I have often heard people say that they think with both their mind and their heart, giving each way of thinking a particular form of thinking. The mind is associated with logical thinking, analysis and rationality, while the heart is often associated with emotions, feelings and intuition. By emphasising the involvement of both the mind and the heart in their thinking processes, people highlight the complexity of decision-making, which is influenced by the above factors.
When people say they think with their mind, they mean that they use their intellect and reason to analyse information, weigh pros and cons and make logical judgements. The mind is responsible for processing information, problem solving and critical thinking. It allows us to objectively assess situations and make decisions based on facts, evidence and rationality.
On the other hand, when people say they think with their heart, they emphasise the role of emotions and intuition in decision-making. Emotions play an important role in our perceptions, values and motivations. The heart is often associated with empathy, compassion and inner feelings that help us make choices that are consistent with our values and emotional well-being.

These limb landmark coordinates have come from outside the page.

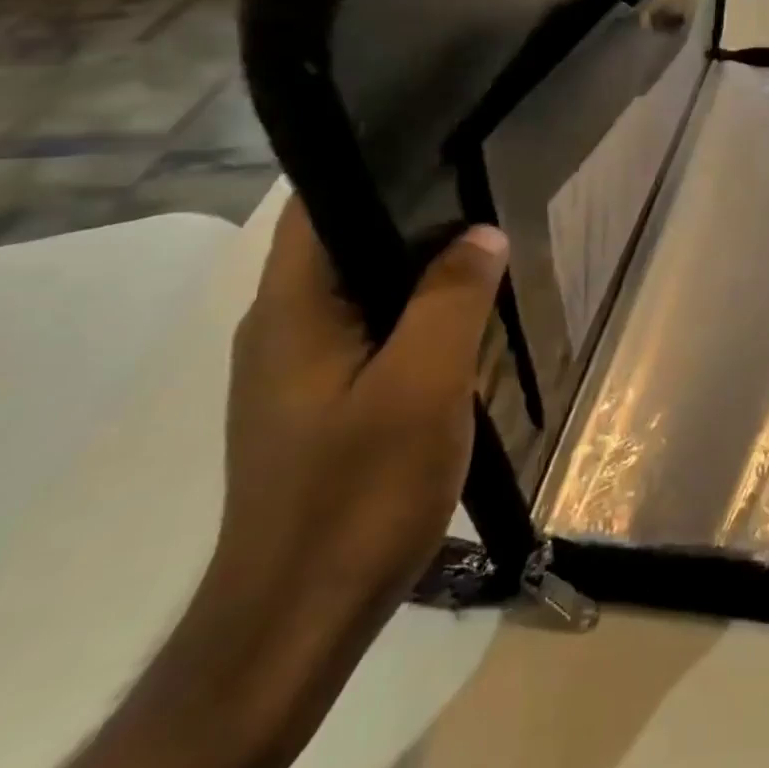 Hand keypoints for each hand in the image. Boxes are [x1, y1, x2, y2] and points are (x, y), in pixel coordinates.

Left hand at [217, 200, 508, 626]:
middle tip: (485, 197)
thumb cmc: (358, 491)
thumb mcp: (423, 384)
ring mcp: (298, 368)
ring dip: (418, 269)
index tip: (443, 149)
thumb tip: (483, 233)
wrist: (299, 619)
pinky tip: (460, 321)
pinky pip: (370, 330)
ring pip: (363, 288)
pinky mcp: (319, 400)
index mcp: (291, 309)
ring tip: (484, 248)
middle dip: (413, 216)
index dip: (374, 165)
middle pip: (345, 242)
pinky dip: (413, 313)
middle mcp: (283, 327)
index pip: (317, 206)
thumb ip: (453, 298)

By combining the concepts of thinking with both the mind and the heart, people recognise the importance of balancing rationality and emotion in their decision-making processes. They recognise that decisions based solely on logic may lack emotional fulfilment, while decisions based solely on emotion may lack critical analysis. This highlights the understanding that optimal decision-making involves considering both cognitive and emotional aspects to arrive at a comprehensive and satisfactory outcome.
This type of thinking is, of course, philosophical, but again, it is based on the complexity of decision-making, and it also allows a better understanding of human motivations and values, because at the end of the day, people want to feel good.